[Stored records]
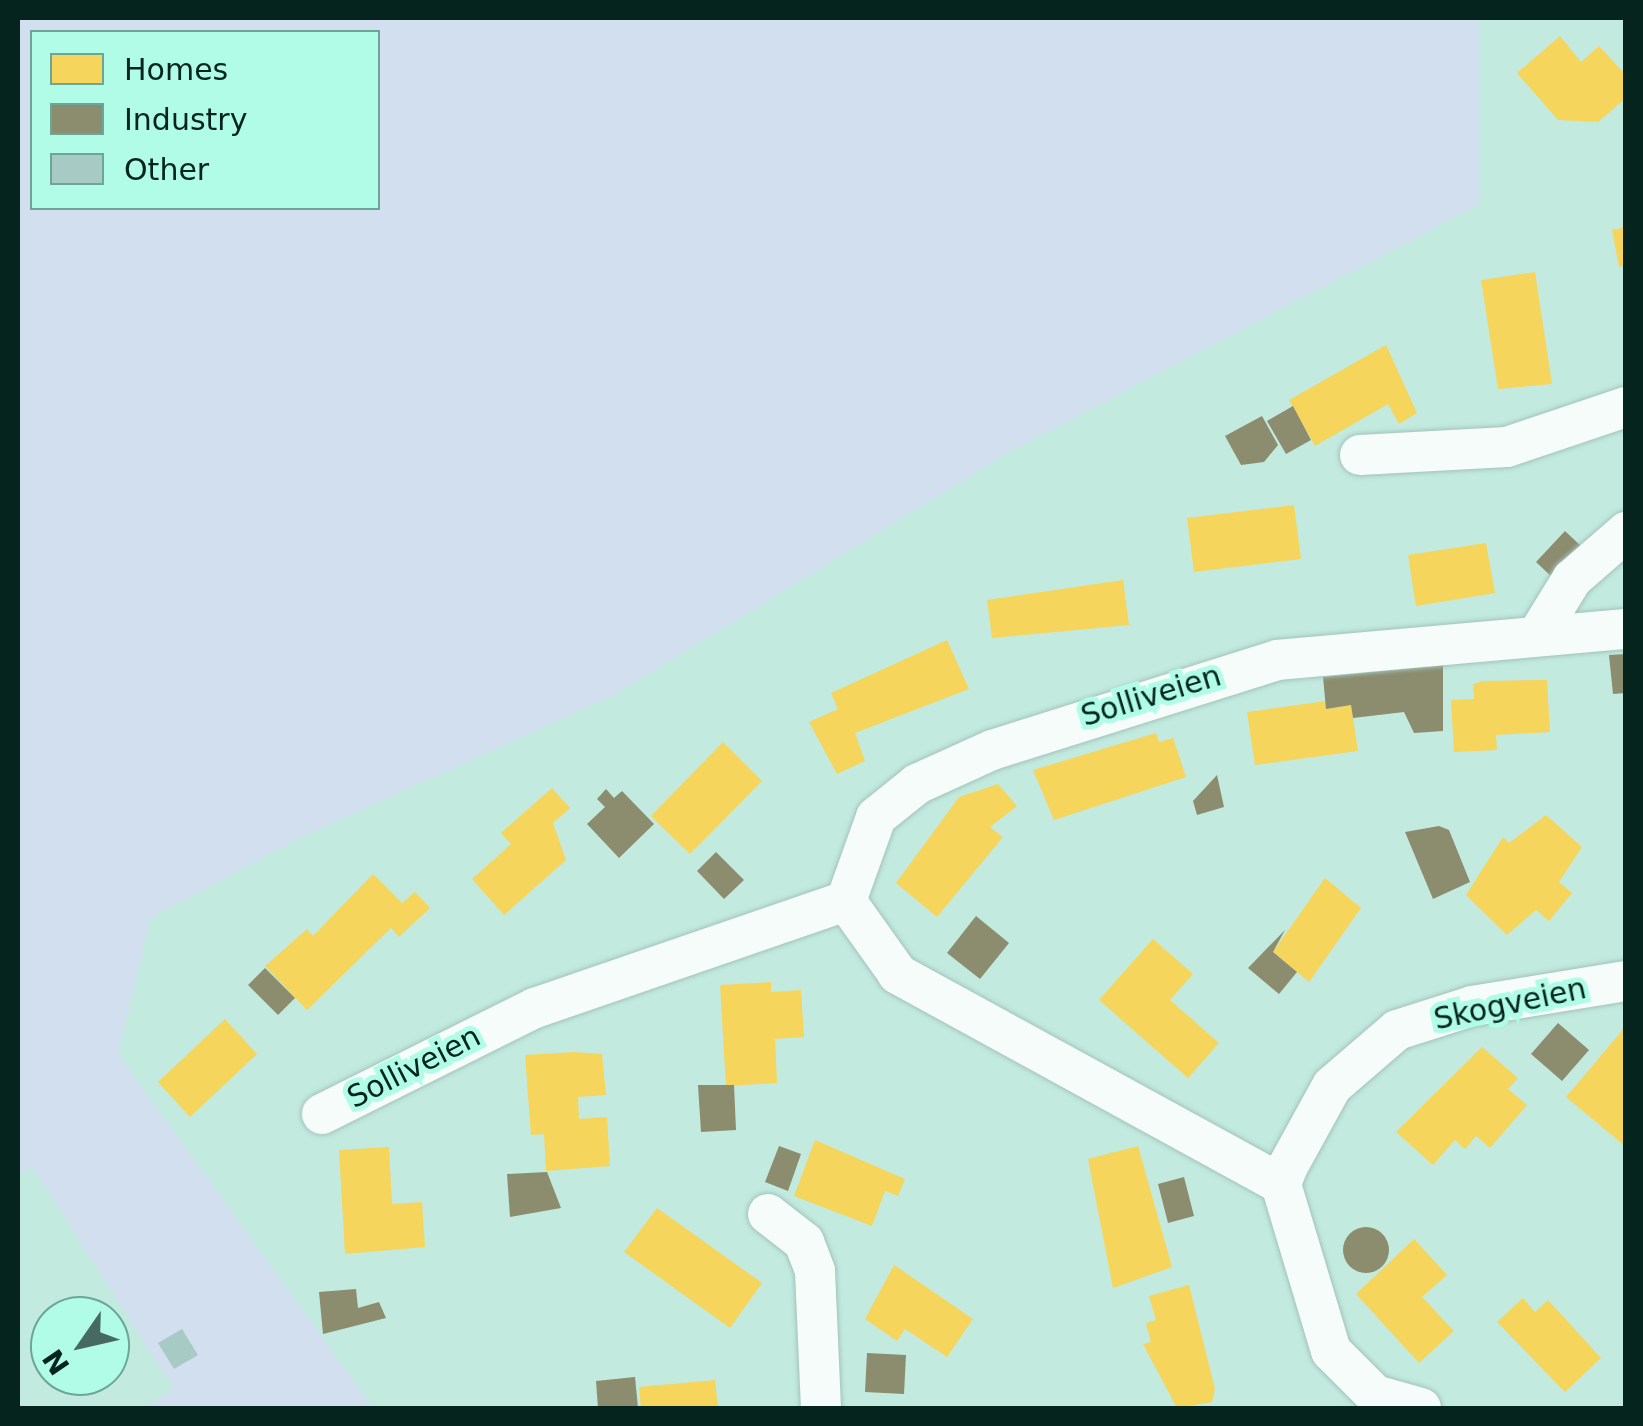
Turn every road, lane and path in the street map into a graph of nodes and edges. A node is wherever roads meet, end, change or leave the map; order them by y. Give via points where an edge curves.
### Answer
1 (1626, 406) edge
2 (1360, 455) dead end
3 (1626, 532) edge
4 (1626, 629) edge
5 (1537, 636) junction
6 (846, 900) junction
7 (1626, 982) edge
8 (322, 1114) dead end
9 (1281, 1184) junction
10 (768, 1214) dead end
11 (821, 1408) edge
12 (1421, 1408) edge

1 - 2 street via 1507,447
3 - 5 street via 1572,579
4 - 5 street, Solliveien
5 - 6 street, Solliveien via 1278,660 1082,715 903,795 876,817
6 - 8 street, Solliveien via 536,1008
6 - 9 street via 898,974
7 - 9 street, Skogveien via 1472,1006 1398,1030 1332,1086
9 - 12 street via 1331,1352 1375,1394
10 - 11 street via 804,1242 815,1272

[Problem requirements] Print all data above verbatim, except pictures.

[Exercise output]
Turn every road, lane and path in the street map into a graph of nodes and edges. A node is wherever roads meet, end, change or leave the map; order them by y. Give via points where an edge curves.
### Answer
1 (1626, 406) edge
2 (1360, 455) dead end
3 (1626, 532) edge
4 (1626, 629) edge
5 (1537, 636) junction
6 (846, 900) junction
7 (1626, 982) edge
8 (322, 1114) dead end
9 (1281, 1184) junction
10 (768, 1214) dead end
11 (821, 1408) edge
12 (1421, 1408) edge

1 - 2 street via 1507,447
3 - 5 street via 1572,579
4 - 5 street, Solliveien
5 - 6 street, Solliveien via 1278,660 1082,715 903,795 876,817
6 - 8 street, Solliveien via 536,1008
6 - 9 street via 898,974
7 - 9 street, Skogveien via 1472,1006 1398,1030 1332,1086
9 - 12 street via 1331,1352 1375,1394
10 - 11 street via 804,1242 815,1272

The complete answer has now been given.